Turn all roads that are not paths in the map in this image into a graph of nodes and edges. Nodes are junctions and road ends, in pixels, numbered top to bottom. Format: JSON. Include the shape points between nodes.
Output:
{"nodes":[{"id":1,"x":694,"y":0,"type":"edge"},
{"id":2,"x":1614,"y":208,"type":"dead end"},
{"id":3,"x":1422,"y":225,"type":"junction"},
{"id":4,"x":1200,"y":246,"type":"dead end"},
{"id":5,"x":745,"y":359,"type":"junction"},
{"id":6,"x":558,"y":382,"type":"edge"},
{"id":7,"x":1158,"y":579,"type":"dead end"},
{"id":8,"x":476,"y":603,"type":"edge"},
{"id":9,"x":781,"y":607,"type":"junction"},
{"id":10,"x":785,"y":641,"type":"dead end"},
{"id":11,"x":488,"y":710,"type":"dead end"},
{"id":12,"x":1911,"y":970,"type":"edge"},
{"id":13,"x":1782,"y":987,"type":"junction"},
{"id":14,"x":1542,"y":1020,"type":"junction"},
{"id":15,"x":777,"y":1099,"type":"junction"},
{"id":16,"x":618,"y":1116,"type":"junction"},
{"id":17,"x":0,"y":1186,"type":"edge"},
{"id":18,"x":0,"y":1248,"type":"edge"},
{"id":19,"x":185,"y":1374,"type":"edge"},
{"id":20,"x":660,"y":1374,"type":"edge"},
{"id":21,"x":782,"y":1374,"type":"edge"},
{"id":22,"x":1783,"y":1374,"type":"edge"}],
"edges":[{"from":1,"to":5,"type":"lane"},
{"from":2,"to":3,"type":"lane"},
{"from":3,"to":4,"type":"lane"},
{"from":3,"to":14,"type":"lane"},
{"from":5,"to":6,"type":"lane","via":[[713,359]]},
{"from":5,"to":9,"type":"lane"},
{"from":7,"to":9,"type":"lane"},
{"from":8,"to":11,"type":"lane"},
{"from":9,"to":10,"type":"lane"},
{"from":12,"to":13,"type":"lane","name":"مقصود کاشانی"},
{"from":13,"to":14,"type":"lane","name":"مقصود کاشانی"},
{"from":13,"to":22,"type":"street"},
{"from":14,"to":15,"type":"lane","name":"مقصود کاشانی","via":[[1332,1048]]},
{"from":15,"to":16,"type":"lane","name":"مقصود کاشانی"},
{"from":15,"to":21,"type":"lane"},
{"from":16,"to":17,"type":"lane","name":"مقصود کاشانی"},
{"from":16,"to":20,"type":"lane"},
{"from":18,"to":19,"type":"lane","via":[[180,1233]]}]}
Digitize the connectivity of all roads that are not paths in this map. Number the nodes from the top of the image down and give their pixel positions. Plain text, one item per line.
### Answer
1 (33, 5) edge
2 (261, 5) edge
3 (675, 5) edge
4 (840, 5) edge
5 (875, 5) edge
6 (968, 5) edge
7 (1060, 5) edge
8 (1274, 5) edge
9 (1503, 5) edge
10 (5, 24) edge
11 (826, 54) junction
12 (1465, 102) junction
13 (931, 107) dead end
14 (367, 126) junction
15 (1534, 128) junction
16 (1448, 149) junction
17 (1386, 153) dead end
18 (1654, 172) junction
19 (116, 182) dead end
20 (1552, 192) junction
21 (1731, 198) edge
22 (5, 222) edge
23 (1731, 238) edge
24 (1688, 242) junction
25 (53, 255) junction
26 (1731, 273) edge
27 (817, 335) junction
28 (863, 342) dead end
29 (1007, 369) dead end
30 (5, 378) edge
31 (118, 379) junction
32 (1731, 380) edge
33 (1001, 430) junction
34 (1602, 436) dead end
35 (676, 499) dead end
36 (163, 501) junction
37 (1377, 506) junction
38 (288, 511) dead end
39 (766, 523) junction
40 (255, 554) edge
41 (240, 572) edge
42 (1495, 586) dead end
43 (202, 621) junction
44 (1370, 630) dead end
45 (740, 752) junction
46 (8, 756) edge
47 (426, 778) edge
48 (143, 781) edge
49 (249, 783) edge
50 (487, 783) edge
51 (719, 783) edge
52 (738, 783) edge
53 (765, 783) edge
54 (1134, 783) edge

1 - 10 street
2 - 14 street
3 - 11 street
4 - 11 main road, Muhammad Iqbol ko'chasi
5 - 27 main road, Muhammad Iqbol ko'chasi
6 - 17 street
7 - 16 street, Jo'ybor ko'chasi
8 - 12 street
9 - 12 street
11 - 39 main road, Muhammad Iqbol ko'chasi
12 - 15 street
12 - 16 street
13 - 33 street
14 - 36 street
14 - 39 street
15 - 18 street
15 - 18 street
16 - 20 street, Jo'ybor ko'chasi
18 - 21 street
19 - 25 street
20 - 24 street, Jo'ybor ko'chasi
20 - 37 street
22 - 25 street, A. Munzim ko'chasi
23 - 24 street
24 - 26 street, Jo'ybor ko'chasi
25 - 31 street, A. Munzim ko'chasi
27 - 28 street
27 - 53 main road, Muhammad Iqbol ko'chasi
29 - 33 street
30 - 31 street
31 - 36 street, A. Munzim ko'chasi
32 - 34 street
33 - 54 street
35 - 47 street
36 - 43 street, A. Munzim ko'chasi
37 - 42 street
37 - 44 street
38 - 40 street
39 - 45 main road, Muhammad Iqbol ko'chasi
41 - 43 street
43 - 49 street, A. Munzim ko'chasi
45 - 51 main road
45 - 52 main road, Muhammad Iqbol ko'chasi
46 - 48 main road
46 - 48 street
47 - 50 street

■ Exercise brief
Gather all lines from the records above in which "کاشانی" appears.

■ Solved exercise
{"from":12,"to":13,"type":"lane","name":"مقصود کاشانی"},
{"from":13,"to":14,"type":"lane","name":"مقصود کاشانی"},
{"from":14,"to":15,"type":"lane","name":"مقصود کاشانی","via":[[1332,1048]]},
{"from":15,"to":16,"type":"lane","name":"مقصود کاشانی"},
{"from":16,"to":17,"type":"lane","name":"مقصود کاشانی"},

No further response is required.